╭─ Records supplied
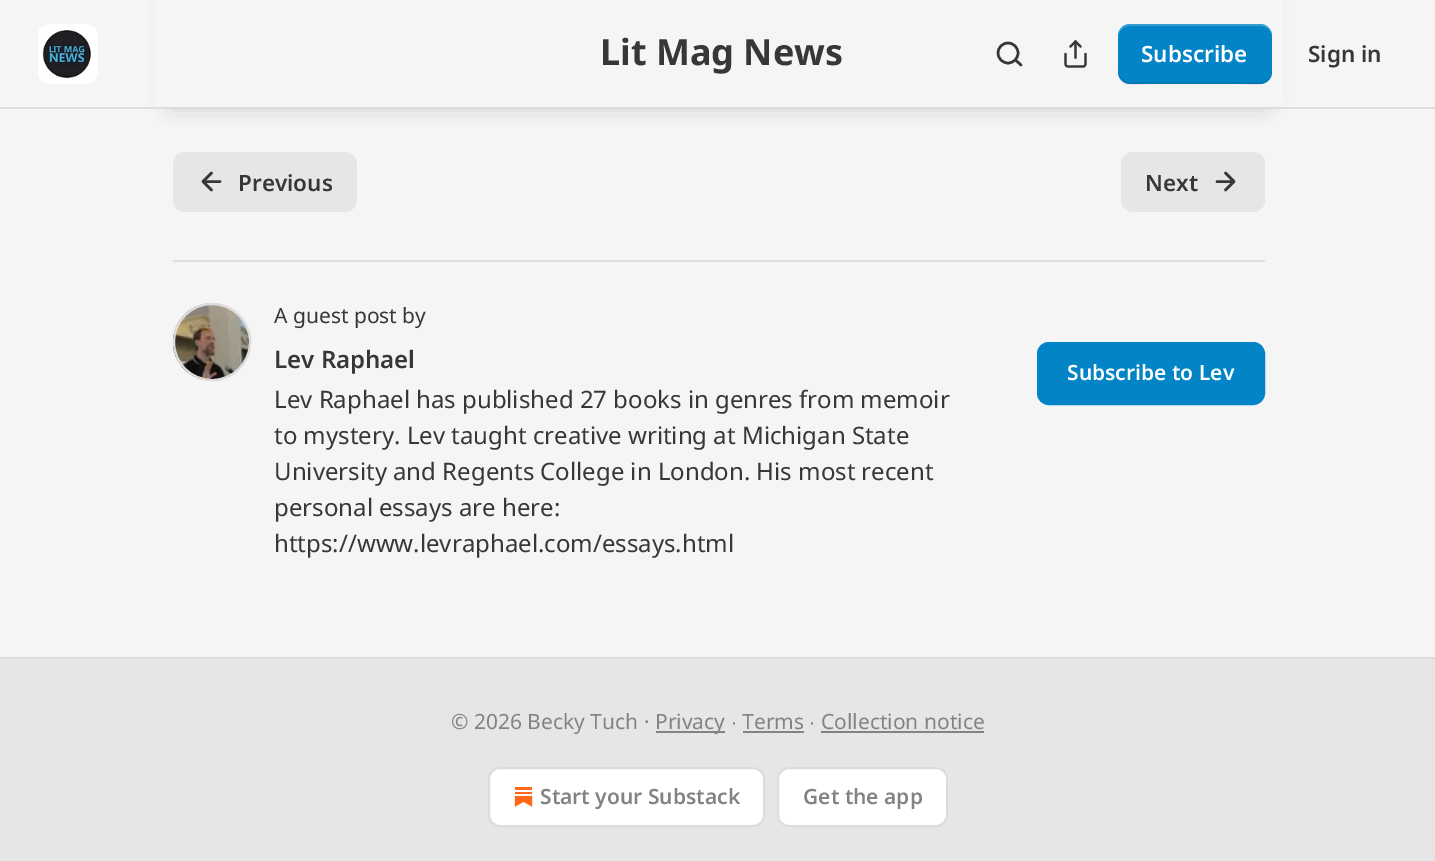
%!PS
<< /PageSize [1435 861] /PageUsesTransparency true >> setpagedevice
/mt/moveto load def
/li/lineto load def
/ct/curveto load def
/cp/closepath load def
/fl/fill load def
/st/stroke load def
/gs/gsave load def
/gr/grestore load def
/lw/setlinewidth load def
/co { dup -16 bitshift 255 div exch dup -8 bitshift 255 and 255 div exch 255 and 255 div setrgbcolor } def
/fn { [ exch dup neg 0 0 3 -1 roll 0 0 ] selectfont } def
/tx { co fn moveto show } def
/bx { co rectfill } def
/al { dup .setfillconstantalpha .setstrokeconstantalpha } def
/ci { newpath 0 360 arc closepath } def
/rr { 5 dict begin { /r /h /w /y /x } { exch def } forall
  x r add y moveto x w add y 2 copy h add r arct x w add y h add x 1 index r arct
  x y h add x y r arct x y 2 copy exch w add exch r arct closepath end } def
/sh { 12 dict begin { /a /b /q /h /w /y /x } { exch def } forall gsave /was 0 def
  9 -2 -9 { dup b mul 4 div /e exch def 1 sub .425 mul 2.718 exch exp 1 add a .99 .min exch div /now exch def
    1 1 now sub 1 was sub div sub al /was now def
    w h .min e 2 mul add 0 gt { x e sub y e sub w e 2 mul add h e 2 mul add
      q e add b .6 mul add w h .min 2 div e add .min 0 .max rr fill } if } for grestore end } def
/im { 5 dict begin { /h /w /y /x /name } { exch def } forall
  gsave x y translate w h scale
  w h 8 [w 0 0 h 0 0] name (r) file false 3 colorimage grestore end } def
0 .pushpdf14devicefilter
0 861 translate 1 -1 scale
4 setmiterlimit
0 0 1435 861 16#F5F5F5 bx
16#000000 co
173 -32 1092 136 0 10.5 .25 sh
155 0 1128 107 16#F5F5F5 bx
0 107 1435 2 16#DDDDDD bx
16#FFFFFF co
38 24 60 60 12 rr fl
(media/1.raw) 38 26 54 56 im
16#363737 co
2.5 lw
1008 53 10 ci st
1 setlinecap
1 setlinejoin
1021 65 mt 1015.5 60 li st
(media/2.raw) 1064 40 23 28 im
16#0284C7 co
1118 24 154 60 12 rr fl
0.1 al
16#000000 co
1118 70 mt 1118 89 1138 84 1152 84 ct 1238 84 li 1252 84 1272 89 1272 70 ct 1272 77 1267 82 1260 82 ct 1130 82 li 1123 82 1118 77 1118 70 ct cp fl
0.2 al
16#FFFFFF co
1130 26 mt 1260 26 li 1267 26 1272 31 1272 38 ct 1272 19 1252 24 1238 24 ct 1152 24 li 1138 24 1118 19 1118 38 ct 1118 31 1123 26 1130 26 ct cp fl
1 al
16#E6E6E6 co
173 152 184 60 12 rr fl
16#363737 co
211.5 190 mt 203 181.5 li 211.5 173 li 220 181.5 mt 203 181.5 li st
16#E6E6E6 co
1121 152 144 60 12 rr fl
16#363737 co
1217 181.5 mt 1234 181.5 li 1225.5 173 mt 1234 181.5 li 1225.5 190 li st
173 260 1092 2 16#DDDDDD bx
2 lw
0 setlinecap
0 setlinejoin
212 342 38 ci st
(media/3.raw) 172 303 79 78 im
212 342 38 ci st
1067 357 168 33 16#0284C7 bx
15 lw
1044.5 349.5 213 48 4.5 rr st
1235 357 15 33 16#0284C7 bx
1052 357 15 33 16#0284C7 bx
0 659 1435 202 16#E6E6E6 bx
0 657 1435 2 16#DDDDDD bx
656 731 69 2 16#828383 bx
743 731 61 2 16#828383 bx
821 731 163 2 16#828383 bx
16#FFFFFF co
489 768 275 58 11 rr gs fl gr
16#DDDDDD co
2 lw
st
(media/4.raw) 514 787 19 20 im
16#FFFFFF co
778 768 169 58 11 rr gs fl gr
16#DDDDDD co
st
(Lit Mag News) 600 65 /NotoSans-Bold 36 16#363737 tx
(Subscribe) 1141 62 /NotoSans-SemiBold 22.5 16#FFFFFF tx
(Sign in) 1308 62 /NotoSans-SemiBold 22.5 16#363737 tx
(Previous) 238 191 /NotoSans-SemiBold 22.5 16#363737 tx
(Next) 1145 191 /NotoSans-SemiBold 22.5 16#363737 tx
(A guest post by) 274 323 /NotoSans-Regular 21 16#363737 tx
(Lev Raphael) 274 368 /NotoSans-SemiBold 24 16#363737 tx
(Lev Raphael has published 27 books in genres from memoir) 274 408 /NotoSans-Regular 24 16#363737 tx
(to mystery. Lev taught creative writing at Michigan State) 274 444 /NotoSans-Regular 24 16#363737 tx
(University and Regents College in London. His most recent) 274 480 /NotoSans-Regular 24 16#363737 tx
(personal essays are here:) 274 516 /NotoSans-Regular 24 16#363737 tx
(https://www.levraphael.com/essays.html) 274 552 /NotoSans-Regular 24 16#363737 tx
(Subscribe to Lev) 1067 380 /NotoSans-SemiBold 21 16#FFFFFF tx
(© 2026 Becky Tuch ·) 451 729 /NotoSans-Regular 21 16#828383 tx
(Privacy) 655 729 /NotoSans-Regular 21 16#828383 tx
(∙) 731 729 /LiberationSans-Regular 21 16#828383 tx
(Terms) 742 729 /NotoSans-Regular 21 16#828383 tx
(∙) 809 729 /LiberationSans-Regular 21 16#828383 tx
(Collection notice) 821 729 /NotoSans-Regular 21 16#828383 tx
(Start your Substack) 540 804 /NotoSans-SemiBold 21 16#828383 tx
(Get the app) 803 804 /NotoSans-SemiBold 21 16#828383 tx
.poppdf14devicefilter showpage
╰─
### Task brief:
Beginning with the line above that contains "778 768 169 58 11 rr gs fl gr", copy each line exactly up to and including the line that contains "(personal essays are", and go no further.

### Answer to the exercise:
778 768 169 58 11 rr gs fl gr
16#DDDDDD co
st
(Lit Mag News) 600 65 /NotoSans-Bold 36 16#363737 tx
(Subscribe) 1141 62 /NotoSans-SemiBold 22.5 16#FFFFFF tx
(Sign in) 1308 62 /NotoSans-SemiBold 22.5 16#363737 tx
(Previous) 238 191 /NotoSans-SemiBold 22.5 16#363737 tx
(Next) 1145 191 /NotoSans-SemiBold 22.5 16#363737 tx
(A guest post by) 274 323 /NotoSans-Regular 21 16#363737 tx
(Lev Raphael) 274 368 /NotoSans-SemiBold 24 16#363737 tx
(Lev Raphael has published 27 books in genres from memoir) 274 408 /NotoSans-Regular 24 16#363737 tx
(to mystery. Lev taught creative writing at Michigan State) 274 444 /NotoSans-Regular 24 16#363737 tx
(University and Regents College in London. His most recent) 274 480 /NotoSans-Regular 24 16#363737 tx
(personal essays are here:) 274 516 /NotoSans-Regular 24 16#363737 tx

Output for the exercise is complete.